In the records below, how many lines hold the string "Campus"? Give only the number.

══════════

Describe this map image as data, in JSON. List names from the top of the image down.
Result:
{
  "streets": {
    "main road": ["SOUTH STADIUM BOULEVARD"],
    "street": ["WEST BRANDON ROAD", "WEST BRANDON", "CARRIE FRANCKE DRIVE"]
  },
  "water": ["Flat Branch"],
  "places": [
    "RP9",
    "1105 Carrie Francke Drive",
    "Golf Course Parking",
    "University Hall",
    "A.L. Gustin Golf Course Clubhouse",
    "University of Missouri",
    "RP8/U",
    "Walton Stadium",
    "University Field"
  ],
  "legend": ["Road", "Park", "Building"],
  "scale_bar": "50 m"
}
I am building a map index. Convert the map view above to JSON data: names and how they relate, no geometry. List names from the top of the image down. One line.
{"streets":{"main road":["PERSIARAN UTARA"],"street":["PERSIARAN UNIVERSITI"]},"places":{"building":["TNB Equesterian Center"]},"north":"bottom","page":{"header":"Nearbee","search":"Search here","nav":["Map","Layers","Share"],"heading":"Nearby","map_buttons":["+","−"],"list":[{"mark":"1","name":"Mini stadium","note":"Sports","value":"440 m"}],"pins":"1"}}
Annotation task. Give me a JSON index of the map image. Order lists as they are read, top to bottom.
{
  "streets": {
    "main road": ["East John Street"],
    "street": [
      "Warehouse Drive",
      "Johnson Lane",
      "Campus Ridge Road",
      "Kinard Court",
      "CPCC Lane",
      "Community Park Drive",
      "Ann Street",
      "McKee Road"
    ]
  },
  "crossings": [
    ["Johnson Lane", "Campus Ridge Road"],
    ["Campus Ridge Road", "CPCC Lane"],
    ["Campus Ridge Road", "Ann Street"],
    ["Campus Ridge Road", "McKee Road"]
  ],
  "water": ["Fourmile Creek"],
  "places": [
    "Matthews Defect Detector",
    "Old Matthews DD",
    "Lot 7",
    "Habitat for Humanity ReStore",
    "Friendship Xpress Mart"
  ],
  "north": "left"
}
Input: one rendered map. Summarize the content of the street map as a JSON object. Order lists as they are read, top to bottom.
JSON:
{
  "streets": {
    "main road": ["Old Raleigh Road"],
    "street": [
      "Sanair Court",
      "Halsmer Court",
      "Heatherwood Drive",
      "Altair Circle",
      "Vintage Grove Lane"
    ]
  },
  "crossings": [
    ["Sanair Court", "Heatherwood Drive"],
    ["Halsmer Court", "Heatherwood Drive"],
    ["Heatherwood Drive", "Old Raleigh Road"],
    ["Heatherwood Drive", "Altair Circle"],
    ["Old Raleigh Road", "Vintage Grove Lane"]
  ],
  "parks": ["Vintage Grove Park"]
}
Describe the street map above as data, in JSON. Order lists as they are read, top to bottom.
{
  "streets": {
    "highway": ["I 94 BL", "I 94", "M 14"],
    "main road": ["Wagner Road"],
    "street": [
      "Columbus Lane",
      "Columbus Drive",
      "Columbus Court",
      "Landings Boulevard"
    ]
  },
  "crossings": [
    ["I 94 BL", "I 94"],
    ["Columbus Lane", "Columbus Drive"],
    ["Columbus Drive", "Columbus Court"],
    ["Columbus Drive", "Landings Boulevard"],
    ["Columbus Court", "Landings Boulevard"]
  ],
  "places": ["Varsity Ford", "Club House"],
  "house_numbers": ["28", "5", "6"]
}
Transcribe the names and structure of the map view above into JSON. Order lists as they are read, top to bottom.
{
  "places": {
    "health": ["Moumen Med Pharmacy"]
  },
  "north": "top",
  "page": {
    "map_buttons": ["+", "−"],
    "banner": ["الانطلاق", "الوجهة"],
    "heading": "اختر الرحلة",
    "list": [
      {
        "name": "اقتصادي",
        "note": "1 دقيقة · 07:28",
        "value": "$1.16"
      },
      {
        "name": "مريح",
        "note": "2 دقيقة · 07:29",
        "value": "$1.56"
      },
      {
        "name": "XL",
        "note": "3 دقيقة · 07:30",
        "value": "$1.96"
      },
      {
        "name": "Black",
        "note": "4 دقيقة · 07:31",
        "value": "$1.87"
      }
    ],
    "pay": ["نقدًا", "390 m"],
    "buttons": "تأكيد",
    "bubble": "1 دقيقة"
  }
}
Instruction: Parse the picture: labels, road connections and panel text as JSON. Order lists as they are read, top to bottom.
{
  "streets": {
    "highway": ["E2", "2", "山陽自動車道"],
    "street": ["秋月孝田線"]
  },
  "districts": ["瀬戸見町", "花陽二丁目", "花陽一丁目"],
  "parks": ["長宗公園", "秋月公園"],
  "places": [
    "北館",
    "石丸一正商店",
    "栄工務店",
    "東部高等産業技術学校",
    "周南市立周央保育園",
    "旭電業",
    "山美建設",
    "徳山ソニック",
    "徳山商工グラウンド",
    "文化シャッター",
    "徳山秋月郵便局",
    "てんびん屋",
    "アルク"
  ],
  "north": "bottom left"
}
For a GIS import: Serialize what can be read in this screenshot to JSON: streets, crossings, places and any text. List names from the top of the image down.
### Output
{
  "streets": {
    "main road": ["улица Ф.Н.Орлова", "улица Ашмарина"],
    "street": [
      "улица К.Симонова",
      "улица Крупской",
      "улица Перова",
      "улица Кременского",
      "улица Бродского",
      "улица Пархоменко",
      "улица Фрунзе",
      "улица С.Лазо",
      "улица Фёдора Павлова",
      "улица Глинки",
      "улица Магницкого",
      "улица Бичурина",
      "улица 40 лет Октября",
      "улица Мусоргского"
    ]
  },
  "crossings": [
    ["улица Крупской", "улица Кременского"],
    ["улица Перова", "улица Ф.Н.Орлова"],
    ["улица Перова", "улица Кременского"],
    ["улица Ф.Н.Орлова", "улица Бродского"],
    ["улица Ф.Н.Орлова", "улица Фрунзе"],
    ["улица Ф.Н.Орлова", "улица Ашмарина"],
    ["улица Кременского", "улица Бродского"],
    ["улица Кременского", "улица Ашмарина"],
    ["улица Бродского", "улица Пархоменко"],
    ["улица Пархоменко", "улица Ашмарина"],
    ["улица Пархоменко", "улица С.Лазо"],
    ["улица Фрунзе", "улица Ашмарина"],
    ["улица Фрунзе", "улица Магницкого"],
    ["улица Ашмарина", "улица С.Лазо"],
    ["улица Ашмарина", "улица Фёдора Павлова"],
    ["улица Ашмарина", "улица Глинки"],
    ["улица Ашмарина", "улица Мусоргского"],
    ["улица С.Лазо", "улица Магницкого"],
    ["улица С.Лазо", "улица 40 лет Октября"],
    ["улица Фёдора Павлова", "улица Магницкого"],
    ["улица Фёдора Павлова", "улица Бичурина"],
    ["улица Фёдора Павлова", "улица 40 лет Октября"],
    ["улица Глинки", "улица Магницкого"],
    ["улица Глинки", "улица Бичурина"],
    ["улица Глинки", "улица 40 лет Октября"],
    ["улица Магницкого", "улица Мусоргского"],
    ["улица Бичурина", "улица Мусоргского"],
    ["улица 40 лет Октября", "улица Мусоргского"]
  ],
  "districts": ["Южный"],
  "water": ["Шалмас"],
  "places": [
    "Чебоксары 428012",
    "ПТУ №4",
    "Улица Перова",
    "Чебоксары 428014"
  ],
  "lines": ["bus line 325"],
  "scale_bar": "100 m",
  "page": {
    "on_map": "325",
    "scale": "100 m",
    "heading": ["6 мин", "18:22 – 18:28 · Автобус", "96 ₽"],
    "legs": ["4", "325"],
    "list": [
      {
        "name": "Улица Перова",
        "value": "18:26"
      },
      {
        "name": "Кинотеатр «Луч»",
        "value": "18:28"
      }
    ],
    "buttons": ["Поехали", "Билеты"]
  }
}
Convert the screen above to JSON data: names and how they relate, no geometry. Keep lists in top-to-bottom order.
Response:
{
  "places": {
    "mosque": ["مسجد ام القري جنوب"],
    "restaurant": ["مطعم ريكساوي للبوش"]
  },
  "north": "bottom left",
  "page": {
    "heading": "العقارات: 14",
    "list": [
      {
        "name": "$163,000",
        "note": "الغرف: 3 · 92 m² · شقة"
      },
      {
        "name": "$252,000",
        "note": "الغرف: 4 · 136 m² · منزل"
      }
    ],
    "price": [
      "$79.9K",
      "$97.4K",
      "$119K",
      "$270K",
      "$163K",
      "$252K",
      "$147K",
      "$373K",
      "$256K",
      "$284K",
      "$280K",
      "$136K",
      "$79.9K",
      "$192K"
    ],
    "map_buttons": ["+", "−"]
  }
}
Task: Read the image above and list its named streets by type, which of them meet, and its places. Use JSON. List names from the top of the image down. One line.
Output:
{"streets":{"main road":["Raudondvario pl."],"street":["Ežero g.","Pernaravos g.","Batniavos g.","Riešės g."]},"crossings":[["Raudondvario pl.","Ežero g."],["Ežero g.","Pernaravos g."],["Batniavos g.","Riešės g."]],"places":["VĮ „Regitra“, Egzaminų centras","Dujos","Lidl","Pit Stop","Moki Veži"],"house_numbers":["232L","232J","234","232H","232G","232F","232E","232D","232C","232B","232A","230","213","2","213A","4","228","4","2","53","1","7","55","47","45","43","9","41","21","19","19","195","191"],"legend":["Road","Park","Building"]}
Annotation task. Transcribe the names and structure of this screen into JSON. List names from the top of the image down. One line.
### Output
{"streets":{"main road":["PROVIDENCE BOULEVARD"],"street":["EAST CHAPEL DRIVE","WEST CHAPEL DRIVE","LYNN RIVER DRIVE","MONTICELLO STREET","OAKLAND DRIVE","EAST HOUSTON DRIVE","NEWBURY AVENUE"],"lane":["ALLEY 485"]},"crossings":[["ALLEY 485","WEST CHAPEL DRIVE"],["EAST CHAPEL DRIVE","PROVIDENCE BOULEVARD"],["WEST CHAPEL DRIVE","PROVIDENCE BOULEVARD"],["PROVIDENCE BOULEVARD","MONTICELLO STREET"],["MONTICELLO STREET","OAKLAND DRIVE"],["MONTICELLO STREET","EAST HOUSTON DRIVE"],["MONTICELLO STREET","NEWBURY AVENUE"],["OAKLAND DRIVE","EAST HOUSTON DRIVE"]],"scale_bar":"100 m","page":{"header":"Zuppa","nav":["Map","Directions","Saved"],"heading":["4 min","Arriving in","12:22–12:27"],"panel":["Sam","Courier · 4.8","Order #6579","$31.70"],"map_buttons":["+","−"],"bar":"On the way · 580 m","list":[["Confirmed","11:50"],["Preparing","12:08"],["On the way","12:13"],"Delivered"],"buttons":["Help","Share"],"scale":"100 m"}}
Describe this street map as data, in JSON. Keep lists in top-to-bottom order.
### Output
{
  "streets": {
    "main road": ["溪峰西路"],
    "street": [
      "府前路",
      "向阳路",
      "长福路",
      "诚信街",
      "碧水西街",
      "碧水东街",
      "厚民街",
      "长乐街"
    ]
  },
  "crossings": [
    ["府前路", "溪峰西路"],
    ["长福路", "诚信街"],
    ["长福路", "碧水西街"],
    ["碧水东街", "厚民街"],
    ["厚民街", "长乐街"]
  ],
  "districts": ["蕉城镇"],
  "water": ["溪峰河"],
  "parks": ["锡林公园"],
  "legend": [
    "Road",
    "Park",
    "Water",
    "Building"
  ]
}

══════════

◆ WRITTEN RESPONSE ◆
5